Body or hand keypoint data
++++++++++++++++++++

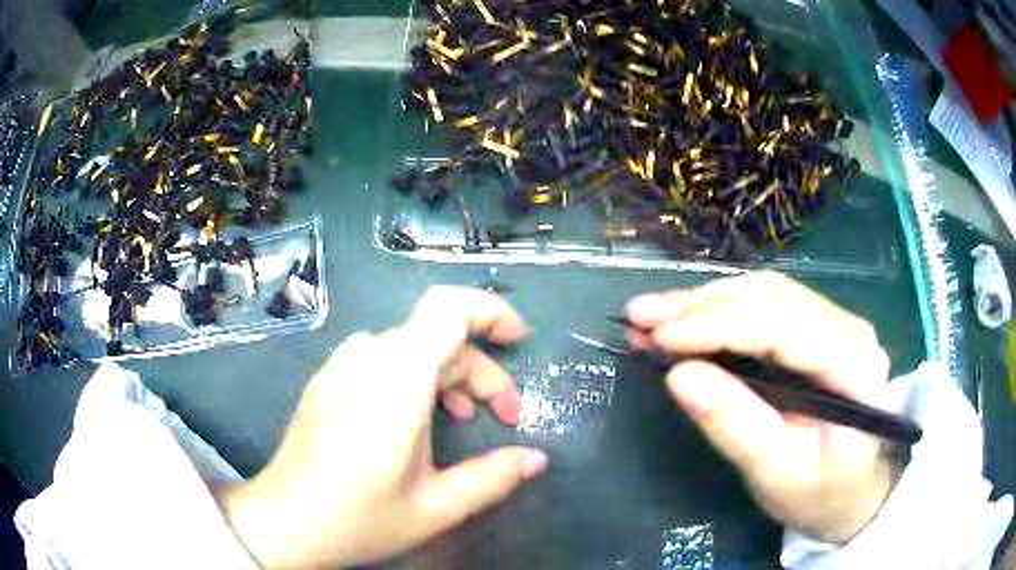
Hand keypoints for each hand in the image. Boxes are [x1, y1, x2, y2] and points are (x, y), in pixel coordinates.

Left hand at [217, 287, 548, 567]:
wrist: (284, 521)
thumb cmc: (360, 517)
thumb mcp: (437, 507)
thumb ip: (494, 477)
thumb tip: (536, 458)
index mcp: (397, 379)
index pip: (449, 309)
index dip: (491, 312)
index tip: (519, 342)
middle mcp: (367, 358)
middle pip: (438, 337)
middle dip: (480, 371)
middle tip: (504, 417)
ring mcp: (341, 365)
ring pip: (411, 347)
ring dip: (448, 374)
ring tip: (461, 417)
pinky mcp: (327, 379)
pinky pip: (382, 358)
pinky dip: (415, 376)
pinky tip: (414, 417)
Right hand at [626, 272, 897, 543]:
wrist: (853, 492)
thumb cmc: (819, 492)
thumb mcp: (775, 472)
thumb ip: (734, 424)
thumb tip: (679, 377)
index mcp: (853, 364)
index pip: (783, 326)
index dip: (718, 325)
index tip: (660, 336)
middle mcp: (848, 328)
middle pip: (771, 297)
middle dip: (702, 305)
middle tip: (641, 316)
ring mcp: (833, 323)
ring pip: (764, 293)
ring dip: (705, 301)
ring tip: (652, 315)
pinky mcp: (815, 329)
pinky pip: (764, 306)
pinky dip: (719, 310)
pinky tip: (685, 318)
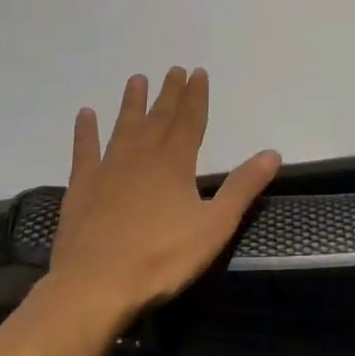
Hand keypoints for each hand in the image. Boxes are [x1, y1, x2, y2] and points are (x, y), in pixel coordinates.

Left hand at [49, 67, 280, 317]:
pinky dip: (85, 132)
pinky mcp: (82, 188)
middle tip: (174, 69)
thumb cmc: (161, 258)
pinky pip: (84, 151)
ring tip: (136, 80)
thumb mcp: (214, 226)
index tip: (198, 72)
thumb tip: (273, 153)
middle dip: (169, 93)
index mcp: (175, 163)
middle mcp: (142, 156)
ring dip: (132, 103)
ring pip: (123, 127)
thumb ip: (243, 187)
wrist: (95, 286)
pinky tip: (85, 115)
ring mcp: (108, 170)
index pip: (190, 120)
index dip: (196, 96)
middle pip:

++++++++++++++++++++

Each line from the one containing "ring tip: (136, 80)" to the final line of the entries above must be returned exactly, and no other line may appear.

ring tip: (136, 80)
thumb mcp: (214, 226)
index tip: (198, 72)
thumb tip: (273, 153)
middle dip: (169, 93)
index mcp: (175, 163)
middle mcp: (142, 156)
ring dip: (132, 103)
ring pip: (123, 127)
thumb ip: (243, 187)
wrist: (95, 286)
pinky tip: (85, 115)
ring mcp: (108, 170)
index pip: (190, 120)
index dip: (196, 96)
middle pip:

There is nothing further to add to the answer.